UnNeutral Opinion | Boreal Forest: From carbon source to sink

Boreal Forest: From carbon sink to source

If you asked someone 10 years ago how they could help the environment, they’d have said to recycle.

I can’t tell you how many poems, drawings and art competitions we had at school about the importance of separating plastic, garden and general waste. It was a lot. Today however, planting trees seems to be THE thing that we’re all grasping onto to get us out of the current climate crisis. 

And there’s a case to be made. (Check out the linked article from Ubuntu Studio on the affect fires in the subarctic boreal forest are having.)

Whilst it seems clear that planting millions or even trillions of trees is not going to offset our engrained societal reliance on fossil fuels (spoiler: we’re going to have to both restore global biomass AND cut fossil fuels 100% amongst a myriad of other things — sorry BP), the science shows that our fauna and flora are integral to humanities fight for survival on this planet.
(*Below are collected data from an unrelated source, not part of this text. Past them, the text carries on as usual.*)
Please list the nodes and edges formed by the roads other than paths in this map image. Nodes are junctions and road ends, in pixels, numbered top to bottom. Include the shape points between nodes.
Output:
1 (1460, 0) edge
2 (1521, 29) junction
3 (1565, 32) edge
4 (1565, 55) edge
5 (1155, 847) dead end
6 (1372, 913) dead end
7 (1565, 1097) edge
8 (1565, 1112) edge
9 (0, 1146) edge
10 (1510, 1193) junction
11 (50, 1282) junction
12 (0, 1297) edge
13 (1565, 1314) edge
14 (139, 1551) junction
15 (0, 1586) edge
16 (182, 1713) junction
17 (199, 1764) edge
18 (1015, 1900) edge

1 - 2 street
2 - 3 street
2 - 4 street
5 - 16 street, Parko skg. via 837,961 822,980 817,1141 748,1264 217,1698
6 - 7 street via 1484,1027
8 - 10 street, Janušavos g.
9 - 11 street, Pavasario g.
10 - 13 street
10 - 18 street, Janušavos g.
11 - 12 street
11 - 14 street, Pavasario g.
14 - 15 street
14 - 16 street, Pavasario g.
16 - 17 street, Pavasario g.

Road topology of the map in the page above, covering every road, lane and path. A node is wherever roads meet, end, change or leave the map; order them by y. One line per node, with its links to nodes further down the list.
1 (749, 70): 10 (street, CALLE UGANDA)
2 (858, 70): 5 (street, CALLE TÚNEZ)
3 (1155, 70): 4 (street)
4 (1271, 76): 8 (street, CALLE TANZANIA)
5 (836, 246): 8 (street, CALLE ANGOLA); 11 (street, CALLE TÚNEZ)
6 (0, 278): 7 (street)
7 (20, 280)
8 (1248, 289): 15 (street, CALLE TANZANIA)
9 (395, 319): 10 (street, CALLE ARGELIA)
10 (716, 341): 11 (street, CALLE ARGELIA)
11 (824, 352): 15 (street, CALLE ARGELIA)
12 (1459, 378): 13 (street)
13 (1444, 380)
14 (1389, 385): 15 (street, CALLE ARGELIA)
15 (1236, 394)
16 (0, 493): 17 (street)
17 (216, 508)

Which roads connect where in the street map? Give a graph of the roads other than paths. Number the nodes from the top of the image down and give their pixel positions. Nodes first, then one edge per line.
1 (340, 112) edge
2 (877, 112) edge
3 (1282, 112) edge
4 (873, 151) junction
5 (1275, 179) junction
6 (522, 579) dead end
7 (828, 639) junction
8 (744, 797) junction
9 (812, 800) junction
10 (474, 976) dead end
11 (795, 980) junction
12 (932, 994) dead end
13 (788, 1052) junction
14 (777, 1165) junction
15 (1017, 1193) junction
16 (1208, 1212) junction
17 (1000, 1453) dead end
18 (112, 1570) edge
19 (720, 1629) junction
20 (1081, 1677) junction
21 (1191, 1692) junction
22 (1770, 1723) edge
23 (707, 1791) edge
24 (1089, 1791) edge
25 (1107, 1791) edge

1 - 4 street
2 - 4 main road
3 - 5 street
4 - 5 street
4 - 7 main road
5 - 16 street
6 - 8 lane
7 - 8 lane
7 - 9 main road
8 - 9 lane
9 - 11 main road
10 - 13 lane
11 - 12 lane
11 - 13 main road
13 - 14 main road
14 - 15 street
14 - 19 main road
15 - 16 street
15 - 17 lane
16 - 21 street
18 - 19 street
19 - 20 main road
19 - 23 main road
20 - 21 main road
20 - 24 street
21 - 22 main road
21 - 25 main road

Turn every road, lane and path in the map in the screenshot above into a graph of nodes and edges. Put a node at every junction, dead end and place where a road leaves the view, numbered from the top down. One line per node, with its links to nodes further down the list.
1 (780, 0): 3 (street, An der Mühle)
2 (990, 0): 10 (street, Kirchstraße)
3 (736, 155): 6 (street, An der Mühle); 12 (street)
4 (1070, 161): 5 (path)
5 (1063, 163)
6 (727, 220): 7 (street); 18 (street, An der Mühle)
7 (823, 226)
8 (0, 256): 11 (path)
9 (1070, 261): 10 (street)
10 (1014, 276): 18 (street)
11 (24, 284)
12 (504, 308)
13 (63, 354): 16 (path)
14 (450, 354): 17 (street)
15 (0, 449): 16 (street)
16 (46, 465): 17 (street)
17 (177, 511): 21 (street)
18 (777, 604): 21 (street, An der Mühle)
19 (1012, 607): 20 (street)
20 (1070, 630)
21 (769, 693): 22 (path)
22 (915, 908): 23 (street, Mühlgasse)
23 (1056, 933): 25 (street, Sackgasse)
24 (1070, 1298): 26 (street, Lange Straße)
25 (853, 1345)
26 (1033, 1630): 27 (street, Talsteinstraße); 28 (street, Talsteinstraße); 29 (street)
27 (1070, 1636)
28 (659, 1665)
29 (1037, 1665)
But there’s bad news. Take the subarctic “boreal” forest in Russia and North America for instance: 15 million square km are playing a key part in the rise of carbon emissions.

The trees (and the ecosystems they support) are one of the planet’s biggest carbon sinks, however according to the Financial Times, they have lost more tree cover to fire than any other region on earth in the past decade—and that could turn them into a carbon source instead.

If fire and rising temperatures make this vast area a net carbon emitter (as has already happened in large parts of the Amazon) keeping global warming to 1.5 degrees above pre-industrial levels could be put permanently out of reach. It doesn’t help that cooperation between Russian and western scientists on the health of boreal forests has ground to a halt. Yet another reason to win — and end — the war.

In Europe, policy too is playing a part. It may come as a surprise that biomass from burning trees, plants and waste, is the main source of renewable, “carbon neutral” energy in the EU, argued on the basis that the emissions from burning trees are offset by the carbon absorbed by the ones that take their place. 

This feels a little — scrap that, very — backwards. Especially given experts have pointed to the impact of cutting down healthy trees that should keep carbon locked up in forests. The good news is the European parliament has now voted to end public subsidies for “primary wood biomass” — i.e. healthy standing trees. 

A positive step locally. But is it one that will be taken up by other countries with even larger forests and woodlands that rival Europe? There are, of course, some good news stories out there. However right now the resounding answer is simply, no.